(DATA EXCERPTS)
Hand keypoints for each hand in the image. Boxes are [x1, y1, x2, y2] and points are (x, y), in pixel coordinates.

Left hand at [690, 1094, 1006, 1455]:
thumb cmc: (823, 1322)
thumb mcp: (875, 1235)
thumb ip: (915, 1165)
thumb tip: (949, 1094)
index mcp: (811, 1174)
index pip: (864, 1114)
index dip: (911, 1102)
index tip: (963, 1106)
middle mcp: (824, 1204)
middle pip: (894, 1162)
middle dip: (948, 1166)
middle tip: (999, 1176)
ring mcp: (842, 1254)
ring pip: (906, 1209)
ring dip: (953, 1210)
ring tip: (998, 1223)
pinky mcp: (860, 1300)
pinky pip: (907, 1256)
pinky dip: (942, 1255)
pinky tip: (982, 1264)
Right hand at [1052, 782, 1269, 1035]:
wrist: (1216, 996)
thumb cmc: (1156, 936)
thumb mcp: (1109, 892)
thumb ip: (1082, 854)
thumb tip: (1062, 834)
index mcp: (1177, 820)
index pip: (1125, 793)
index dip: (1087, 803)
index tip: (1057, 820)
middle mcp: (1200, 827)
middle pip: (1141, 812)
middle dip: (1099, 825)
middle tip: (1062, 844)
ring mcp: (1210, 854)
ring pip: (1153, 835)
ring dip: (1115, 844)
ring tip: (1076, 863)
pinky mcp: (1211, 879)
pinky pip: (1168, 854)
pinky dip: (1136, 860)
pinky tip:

(WHAT THE TASK REQUIRES)
Within the listing above, each line containing "thumb" is counted once; report the total and nothing else.

(RESPONSE)
8